_Exercise:_
Copy every entry as is. Leave images out.

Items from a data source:
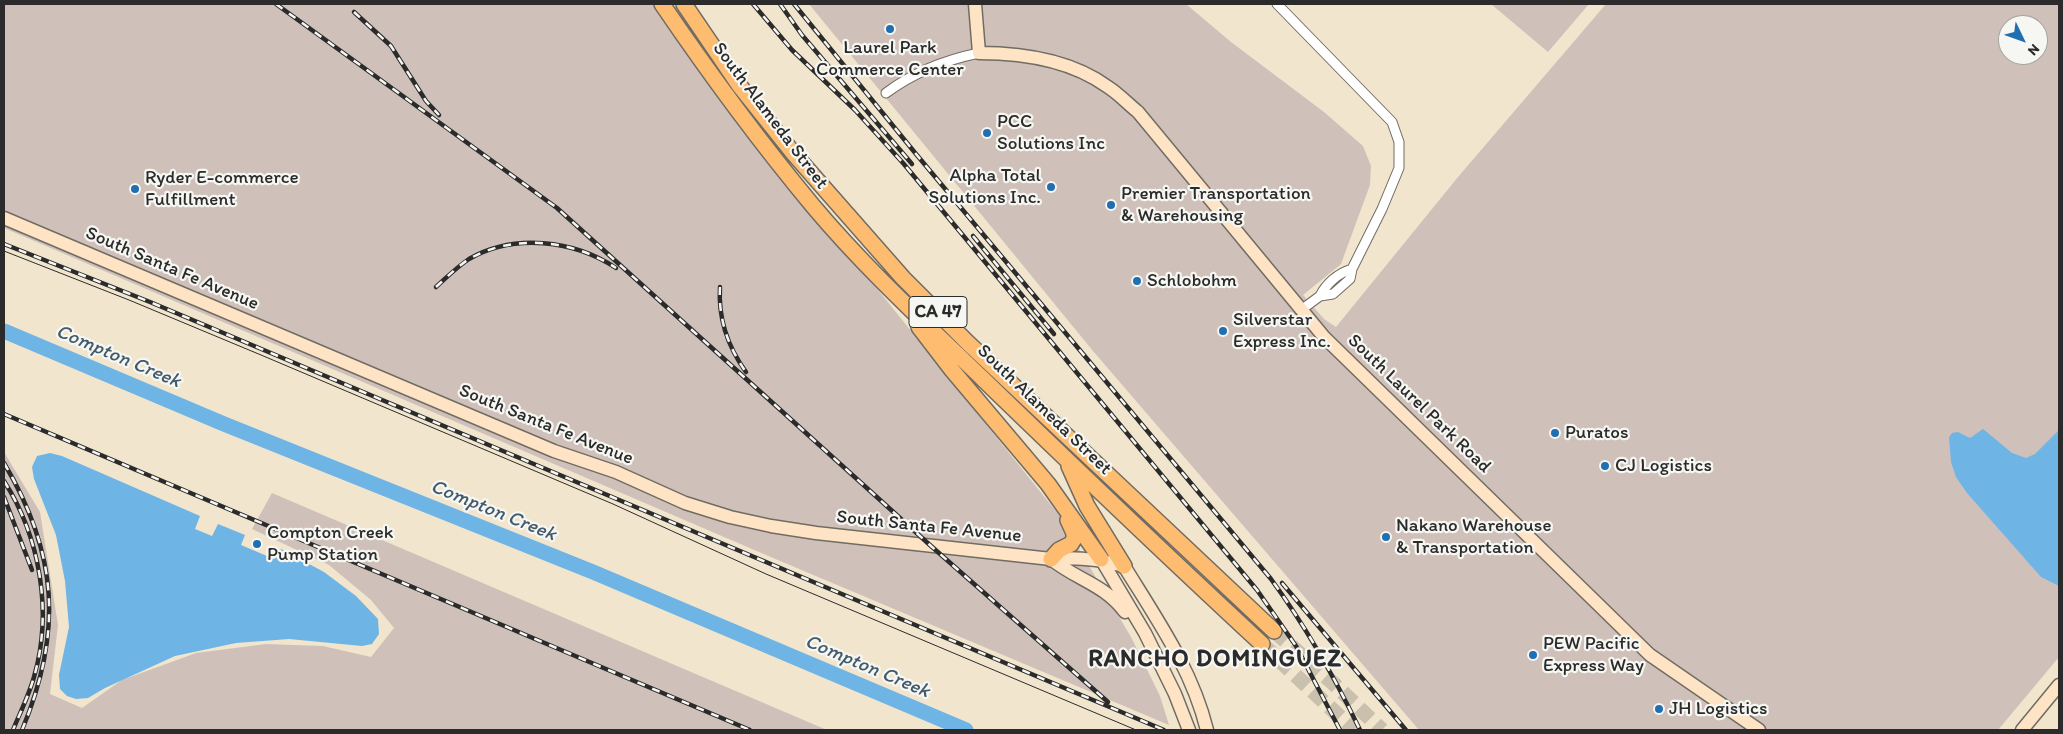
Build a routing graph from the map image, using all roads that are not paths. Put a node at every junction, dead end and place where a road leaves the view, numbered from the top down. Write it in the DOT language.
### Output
graph roads {
  1 [pos="662,4"];
  2 [pos="684,4"];
  3 [pos="975,4"];
  4 [pos="1277,4"];
  5 [pos="979,53"];
  6 [pos="886,93"];
  7 [pos="4,218"];
  8 [pos="889,288"];
  9 [pos="1301,310"];
  10 [pos="1055,424"];
  11 [pos="1066,459"];
  12 [pos="1048,484"];
  13 [pos="1051,559"];
  14 [pos="1101,559"];
  15 [pos="1124,566"];
  16 [pos="1274,631"];
  17 [pos="1146,633"];
  18 [pos="1262,644"];
  19 [pos="1192,685"];
  20 [pos="2059,685"];
  21 [pos="1175,694"];
  22 [pos="1190,730"];
  23 [pos="1207,730"];
  24 [pos="1759,730"];
  25 [pos="2022,730"];
  1 -- 8 [label="main road, South Alameda Street / CA 47"];
  2 -- 10 [label="main road, South Alameda Street / CA 47"];
  3 -- 5 [label="main road"];
  4 -- 9 [label="street"];
  5 -- 6 [label="street, South Laurel Park Road"];
  5 -- 9 [label="main road, South Laurel Park Road"];
  7 -- 13 [label="main road, South Santa Fe Avenue"];
  8 -- 11 [label="main road, South Alameda Street / CA 47"];
  8 -- 12 [label="main road"];
  9 -- 24 [label="main road, South Laurel Park Road"];
  10 -- 11 [label="main road"];
  10 -- 16 [label="main road, South Alameda Street / CA 47"];
  11 -- 15 [label="main road"];
  11 -- 18 [label="main road, South Alameda Street / CA 47"];
  12 -- 13 [label="main road"];
  12 -- 14 [label="main road"];
  13 -- 14 [label="main road, South Santa Fe Avenue"];
  13 -- 17 [label="main road"];
  14 -- 15 [label="main road, South Santa Fe Avenue"];
  14 -- 17 [label="main road"];
  15 -- 19 [label="main road"];
  17 -- 21 [label="main road"];
  19 -- 21 [label="main road"];
  19 -- 23 [label="main road"];
  20 -- 25 [label="main road"];
  21 -- 22 [label="main road"];
}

_Answer section:_
Build a routing graph from the map image, using all roads that are not paths. Put a node at every junction, dead end and place where a road leaves the view, numbered from the top down. Write it in the DOT language.
### Output
graph roads {
  1 [pos="662,4"];
  2 [pos="684,4"];
  3 [pos="975,4"];
  4 [pos="1277,4"];
  5 [pos="979,53"];
  6 [pos="886,93"];
  7 [pos="4,218"];
  8 [pos="889,288"];
  9 [pos="1301,310"];
  10 [pos="1055,424"];
  11 [pos="1066,459"];
  12 [pos="1048,484"];
  13 [pos="1051,559"];
  14 [pos="1101,559"];
  15 [pos="1124,566"];
  16 [pos="1274,631"];
  17 [pos="1146,633"];
  18 [pos="1262,644"];
  19 [pos="1192,685"];
  20 [pos="2059,685"];
  21 [pos="1175,694"];
  22 [pos="1190,730"];
  23 [pos="1207,730"];
  24 [pos="1759,730"];
  25 [pos="2022,730"];
  1 -- 8 [label="main road, South Alameda Street / CA 47"];
  2 -- 10 [label="main road, South Alameda Street / CA 47"];
  3 -- 5 [label="main road"];
  4 -- 9 [label="street"];
  5 -- 6 [label="street, South Laurel Park Road"];
  5 -- 9 [label="main road, South Laurel Park Road"];
  7 -- 13 [label="main road, South Santa Fe Avenue"];
  8 -- 11 [label="main road, South Alameda Street / CA 47"];
  8 -- 12 [label="main road"];
  9 -- 24 [label="main road, South Laurel Park Road"];
  10 -- 11 [label="main road"];
  10 -- 16 [label="main road, South Alameda Street / CA 47"];
  11 -- 15 [label="main road"];
  11 -- 18 [label="main road, South Alameda Street / CA 47"];
  12 -- 13 [label="main road"];
  12 -- 14 [label="main road"];
  13 -- 14 [label="main road, South Santa Fe Avenue"];
  13 -- 17 [label="main road"];
  14 -- 15 [label="main road, South Santa Fe Avenue"];
  14 -- 17 [label="main road"];
  15 -- 19 [label="main road"];
  17 -- 21 [label="main road"];
  19 -- 21 [label="main road"];
  19 -- 23 [label="main road"];
  20 -- 25 [label="main road"];
  21 -- 22 [label="main road"];
}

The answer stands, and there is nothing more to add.